*What the exercise asks*. Scan the listing below for the word "highway" and copy every line that has it.

*Available data*.

··········

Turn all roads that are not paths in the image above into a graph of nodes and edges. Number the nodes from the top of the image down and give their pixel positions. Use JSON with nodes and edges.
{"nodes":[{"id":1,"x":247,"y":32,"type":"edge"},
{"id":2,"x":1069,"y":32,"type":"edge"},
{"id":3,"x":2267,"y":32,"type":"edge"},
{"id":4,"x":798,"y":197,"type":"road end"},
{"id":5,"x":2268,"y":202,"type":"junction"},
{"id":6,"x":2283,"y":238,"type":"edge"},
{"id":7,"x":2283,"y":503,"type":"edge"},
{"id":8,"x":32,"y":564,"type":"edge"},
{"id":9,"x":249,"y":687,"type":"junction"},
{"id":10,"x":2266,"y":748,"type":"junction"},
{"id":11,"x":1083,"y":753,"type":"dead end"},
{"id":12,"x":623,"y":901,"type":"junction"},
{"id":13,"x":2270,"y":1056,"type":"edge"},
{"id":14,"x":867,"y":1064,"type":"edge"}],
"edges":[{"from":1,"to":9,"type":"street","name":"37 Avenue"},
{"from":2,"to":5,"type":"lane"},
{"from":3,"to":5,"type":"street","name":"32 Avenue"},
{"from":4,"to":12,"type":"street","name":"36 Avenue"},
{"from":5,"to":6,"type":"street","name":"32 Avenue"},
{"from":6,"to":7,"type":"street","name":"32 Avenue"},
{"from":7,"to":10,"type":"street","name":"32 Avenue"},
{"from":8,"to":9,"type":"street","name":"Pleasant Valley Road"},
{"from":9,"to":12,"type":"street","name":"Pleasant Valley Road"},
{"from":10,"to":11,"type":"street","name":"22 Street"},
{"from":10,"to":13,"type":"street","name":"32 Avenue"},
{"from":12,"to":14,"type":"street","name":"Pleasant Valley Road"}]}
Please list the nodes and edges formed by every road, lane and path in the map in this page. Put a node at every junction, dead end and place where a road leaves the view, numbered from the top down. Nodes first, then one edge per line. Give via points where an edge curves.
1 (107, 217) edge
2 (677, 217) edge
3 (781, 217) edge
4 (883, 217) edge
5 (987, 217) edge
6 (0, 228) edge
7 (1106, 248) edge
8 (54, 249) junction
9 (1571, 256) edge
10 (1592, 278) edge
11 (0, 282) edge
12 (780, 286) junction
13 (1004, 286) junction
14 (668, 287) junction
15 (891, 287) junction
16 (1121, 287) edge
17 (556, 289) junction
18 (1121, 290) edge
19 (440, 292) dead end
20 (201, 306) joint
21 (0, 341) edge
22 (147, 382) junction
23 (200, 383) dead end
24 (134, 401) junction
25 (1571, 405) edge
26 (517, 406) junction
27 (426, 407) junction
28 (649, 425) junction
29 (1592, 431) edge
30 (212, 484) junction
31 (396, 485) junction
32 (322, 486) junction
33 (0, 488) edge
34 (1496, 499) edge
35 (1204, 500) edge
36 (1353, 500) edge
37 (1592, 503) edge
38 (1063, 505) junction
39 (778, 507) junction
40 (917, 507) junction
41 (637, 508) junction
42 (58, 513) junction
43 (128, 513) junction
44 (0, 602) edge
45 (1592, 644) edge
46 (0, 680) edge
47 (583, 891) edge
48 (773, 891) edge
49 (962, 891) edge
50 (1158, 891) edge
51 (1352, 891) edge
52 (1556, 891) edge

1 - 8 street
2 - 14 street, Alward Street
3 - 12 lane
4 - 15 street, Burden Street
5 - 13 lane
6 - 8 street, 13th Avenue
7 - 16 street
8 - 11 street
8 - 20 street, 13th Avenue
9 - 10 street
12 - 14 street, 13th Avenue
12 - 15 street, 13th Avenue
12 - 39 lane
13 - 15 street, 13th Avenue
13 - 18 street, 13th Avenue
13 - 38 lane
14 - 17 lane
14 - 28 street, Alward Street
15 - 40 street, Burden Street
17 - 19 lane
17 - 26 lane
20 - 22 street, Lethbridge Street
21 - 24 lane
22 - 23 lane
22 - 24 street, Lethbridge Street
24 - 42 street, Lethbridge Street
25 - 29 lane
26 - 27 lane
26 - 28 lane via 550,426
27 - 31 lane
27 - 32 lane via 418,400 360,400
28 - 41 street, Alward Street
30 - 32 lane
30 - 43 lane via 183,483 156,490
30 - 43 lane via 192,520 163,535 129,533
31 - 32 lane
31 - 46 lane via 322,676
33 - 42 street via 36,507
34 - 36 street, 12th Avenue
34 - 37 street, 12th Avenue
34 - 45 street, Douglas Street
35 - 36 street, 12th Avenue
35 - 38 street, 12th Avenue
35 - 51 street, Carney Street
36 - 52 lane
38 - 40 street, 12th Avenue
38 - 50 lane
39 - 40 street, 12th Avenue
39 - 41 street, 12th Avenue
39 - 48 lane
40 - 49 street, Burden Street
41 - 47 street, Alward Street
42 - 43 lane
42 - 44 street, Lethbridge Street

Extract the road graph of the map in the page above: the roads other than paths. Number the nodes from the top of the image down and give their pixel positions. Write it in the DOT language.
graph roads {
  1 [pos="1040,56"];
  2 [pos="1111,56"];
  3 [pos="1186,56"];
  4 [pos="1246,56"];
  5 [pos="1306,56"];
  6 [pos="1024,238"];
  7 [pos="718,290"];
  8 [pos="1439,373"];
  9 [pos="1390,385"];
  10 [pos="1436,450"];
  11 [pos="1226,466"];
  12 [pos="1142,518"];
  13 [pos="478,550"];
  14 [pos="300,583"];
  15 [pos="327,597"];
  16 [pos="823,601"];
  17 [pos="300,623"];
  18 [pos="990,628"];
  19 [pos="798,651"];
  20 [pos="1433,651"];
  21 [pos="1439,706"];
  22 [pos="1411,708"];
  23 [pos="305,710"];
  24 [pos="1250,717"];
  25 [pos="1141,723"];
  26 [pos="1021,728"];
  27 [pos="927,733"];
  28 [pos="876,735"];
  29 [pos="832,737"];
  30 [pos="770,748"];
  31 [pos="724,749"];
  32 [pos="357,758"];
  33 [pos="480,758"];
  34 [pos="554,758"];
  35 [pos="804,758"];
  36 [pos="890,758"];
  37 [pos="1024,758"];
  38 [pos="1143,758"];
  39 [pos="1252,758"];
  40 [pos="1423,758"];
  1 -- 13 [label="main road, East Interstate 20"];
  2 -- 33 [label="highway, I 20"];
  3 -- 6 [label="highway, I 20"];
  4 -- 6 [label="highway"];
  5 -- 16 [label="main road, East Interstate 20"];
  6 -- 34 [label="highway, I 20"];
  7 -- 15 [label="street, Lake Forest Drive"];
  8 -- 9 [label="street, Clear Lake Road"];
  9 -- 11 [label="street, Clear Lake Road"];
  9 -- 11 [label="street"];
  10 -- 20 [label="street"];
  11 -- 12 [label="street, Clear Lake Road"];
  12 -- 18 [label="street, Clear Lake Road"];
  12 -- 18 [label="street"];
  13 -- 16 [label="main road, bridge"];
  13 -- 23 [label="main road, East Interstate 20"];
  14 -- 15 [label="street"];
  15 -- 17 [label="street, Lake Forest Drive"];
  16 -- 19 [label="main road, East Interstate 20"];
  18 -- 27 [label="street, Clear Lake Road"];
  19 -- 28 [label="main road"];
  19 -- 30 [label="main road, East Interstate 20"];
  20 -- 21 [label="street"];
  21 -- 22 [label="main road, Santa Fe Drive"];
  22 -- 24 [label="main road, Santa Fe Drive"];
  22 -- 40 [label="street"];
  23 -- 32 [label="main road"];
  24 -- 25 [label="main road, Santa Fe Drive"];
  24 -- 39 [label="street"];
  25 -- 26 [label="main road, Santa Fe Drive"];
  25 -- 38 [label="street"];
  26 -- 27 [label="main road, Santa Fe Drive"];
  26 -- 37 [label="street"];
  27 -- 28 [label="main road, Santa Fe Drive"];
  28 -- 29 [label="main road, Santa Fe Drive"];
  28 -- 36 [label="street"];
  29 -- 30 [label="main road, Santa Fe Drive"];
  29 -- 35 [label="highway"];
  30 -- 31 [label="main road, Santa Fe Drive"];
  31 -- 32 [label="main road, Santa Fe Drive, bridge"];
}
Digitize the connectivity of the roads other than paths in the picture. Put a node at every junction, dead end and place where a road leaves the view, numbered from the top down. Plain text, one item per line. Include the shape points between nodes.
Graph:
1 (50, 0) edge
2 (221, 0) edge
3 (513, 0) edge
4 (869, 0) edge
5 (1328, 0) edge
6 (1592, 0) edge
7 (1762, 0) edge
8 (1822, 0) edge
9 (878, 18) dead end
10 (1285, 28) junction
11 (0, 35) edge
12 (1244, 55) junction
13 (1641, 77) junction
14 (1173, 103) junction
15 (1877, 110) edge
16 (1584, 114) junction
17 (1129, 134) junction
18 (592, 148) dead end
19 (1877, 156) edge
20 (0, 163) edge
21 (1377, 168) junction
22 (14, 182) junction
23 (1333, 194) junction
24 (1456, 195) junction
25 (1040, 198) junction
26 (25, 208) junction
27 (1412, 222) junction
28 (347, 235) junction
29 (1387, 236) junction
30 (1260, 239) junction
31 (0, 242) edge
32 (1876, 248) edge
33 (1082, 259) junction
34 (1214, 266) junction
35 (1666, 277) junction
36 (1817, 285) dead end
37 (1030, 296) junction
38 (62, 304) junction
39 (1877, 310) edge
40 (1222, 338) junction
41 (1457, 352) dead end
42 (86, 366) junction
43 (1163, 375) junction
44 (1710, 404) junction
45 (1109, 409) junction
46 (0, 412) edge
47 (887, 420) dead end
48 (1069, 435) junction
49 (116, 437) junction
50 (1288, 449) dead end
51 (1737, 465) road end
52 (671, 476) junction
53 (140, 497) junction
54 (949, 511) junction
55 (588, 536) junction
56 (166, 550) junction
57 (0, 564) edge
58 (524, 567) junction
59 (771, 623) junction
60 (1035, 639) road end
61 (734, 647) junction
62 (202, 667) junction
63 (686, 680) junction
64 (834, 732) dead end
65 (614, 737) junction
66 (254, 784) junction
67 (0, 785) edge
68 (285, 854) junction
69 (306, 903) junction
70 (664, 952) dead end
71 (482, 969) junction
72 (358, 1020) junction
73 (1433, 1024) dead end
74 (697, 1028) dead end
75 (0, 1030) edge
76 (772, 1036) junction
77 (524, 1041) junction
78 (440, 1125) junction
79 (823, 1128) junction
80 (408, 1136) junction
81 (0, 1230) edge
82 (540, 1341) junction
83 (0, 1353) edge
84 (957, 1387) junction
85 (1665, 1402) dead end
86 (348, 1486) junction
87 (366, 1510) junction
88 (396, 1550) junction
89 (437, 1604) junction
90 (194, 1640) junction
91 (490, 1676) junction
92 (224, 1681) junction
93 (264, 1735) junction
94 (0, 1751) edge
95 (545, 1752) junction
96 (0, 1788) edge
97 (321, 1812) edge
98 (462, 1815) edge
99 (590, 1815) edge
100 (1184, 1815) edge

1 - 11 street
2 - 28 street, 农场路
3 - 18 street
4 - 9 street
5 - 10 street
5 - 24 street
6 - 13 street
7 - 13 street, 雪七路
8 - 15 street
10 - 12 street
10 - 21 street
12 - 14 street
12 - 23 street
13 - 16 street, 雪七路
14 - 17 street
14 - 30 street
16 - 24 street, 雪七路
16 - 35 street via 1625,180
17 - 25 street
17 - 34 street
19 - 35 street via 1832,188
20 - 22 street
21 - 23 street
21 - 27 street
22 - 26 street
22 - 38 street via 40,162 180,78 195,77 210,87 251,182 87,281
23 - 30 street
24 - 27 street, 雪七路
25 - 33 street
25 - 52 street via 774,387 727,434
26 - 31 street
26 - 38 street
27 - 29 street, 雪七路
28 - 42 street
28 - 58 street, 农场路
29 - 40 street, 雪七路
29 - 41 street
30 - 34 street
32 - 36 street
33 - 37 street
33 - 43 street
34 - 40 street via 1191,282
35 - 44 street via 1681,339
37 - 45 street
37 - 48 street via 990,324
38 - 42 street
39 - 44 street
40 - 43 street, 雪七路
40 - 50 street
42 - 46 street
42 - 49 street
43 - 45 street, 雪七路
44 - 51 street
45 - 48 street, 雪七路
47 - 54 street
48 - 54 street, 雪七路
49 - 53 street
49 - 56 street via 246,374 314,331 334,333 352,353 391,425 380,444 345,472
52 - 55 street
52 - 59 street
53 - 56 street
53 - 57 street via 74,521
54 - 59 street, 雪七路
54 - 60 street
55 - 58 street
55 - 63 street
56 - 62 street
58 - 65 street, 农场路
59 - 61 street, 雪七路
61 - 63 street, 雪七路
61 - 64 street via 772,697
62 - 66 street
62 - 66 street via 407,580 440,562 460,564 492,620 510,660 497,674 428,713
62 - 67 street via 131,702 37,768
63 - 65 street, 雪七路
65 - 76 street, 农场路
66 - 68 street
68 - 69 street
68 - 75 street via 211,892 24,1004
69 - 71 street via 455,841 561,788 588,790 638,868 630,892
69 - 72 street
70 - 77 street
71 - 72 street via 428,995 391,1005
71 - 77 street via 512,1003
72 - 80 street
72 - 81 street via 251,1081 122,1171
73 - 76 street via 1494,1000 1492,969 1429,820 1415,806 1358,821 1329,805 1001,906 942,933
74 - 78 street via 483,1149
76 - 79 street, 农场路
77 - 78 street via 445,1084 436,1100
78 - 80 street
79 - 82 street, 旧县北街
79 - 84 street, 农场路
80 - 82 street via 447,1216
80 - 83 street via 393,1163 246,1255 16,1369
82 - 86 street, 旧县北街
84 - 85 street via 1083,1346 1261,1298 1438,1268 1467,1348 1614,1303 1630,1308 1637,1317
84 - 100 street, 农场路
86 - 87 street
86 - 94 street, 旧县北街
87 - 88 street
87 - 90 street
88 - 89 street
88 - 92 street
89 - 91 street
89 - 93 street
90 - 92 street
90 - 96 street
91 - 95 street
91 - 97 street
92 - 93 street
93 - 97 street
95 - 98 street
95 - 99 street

··········

*Task response*.
  2 -- 33 [label="highway, I 20"];
  3 -- 6 [label="highway, I 20"];
  4 -- 6 [label="highway"];
  6 -- 34 [label="highway, I 20"];
  29 -- 35 [label="highway"];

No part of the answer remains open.